(Stored items)
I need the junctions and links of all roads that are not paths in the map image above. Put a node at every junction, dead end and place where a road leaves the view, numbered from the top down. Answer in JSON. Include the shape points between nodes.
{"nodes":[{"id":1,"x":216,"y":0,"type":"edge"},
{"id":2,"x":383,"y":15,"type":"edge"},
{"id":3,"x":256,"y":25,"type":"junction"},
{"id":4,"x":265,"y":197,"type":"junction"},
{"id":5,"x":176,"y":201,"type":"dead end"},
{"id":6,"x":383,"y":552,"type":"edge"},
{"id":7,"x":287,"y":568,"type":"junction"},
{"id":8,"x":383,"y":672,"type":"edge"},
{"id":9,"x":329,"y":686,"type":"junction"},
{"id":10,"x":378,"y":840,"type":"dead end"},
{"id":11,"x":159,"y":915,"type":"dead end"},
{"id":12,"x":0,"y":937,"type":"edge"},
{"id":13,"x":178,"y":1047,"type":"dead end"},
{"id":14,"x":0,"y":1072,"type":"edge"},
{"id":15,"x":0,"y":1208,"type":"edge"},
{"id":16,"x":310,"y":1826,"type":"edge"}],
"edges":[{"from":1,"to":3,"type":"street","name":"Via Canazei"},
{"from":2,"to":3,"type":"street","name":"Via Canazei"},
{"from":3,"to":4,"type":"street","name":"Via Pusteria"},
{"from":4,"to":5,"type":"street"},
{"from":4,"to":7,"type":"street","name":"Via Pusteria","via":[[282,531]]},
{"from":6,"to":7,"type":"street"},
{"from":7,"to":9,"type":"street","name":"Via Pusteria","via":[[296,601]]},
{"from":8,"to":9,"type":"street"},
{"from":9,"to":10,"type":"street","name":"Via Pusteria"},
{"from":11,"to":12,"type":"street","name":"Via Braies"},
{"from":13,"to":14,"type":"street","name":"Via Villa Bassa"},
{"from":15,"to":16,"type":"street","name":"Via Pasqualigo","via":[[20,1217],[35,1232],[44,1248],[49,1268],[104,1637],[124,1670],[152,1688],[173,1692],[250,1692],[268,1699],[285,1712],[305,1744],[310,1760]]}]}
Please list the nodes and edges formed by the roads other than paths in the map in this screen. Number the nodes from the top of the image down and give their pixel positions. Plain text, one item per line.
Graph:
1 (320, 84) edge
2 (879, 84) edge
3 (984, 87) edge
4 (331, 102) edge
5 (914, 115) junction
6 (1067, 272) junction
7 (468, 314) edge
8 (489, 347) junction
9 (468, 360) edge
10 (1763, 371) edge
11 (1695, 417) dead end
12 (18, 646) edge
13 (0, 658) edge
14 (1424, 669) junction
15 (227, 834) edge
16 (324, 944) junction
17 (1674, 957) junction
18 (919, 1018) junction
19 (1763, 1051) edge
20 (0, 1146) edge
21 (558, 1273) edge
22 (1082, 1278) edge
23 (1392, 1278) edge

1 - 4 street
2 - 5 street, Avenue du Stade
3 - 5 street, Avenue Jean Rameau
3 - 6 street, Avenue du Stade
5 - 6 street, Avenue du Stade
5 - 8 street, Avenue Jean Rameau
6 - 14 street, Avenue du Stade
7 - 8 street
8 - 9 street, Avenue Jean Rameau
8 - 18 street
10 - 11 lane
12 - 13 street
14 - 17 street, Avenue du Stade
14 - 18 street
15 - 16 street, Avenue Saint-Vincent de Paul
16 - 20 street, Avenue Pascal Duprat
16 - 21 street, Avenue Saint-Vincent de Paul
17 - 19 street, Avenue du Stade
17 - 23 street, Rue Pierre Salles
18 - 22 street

• **Task details**: Among the records, count every line where "Canazei" appears. Reply with the total alone.

• **The completed task**: 2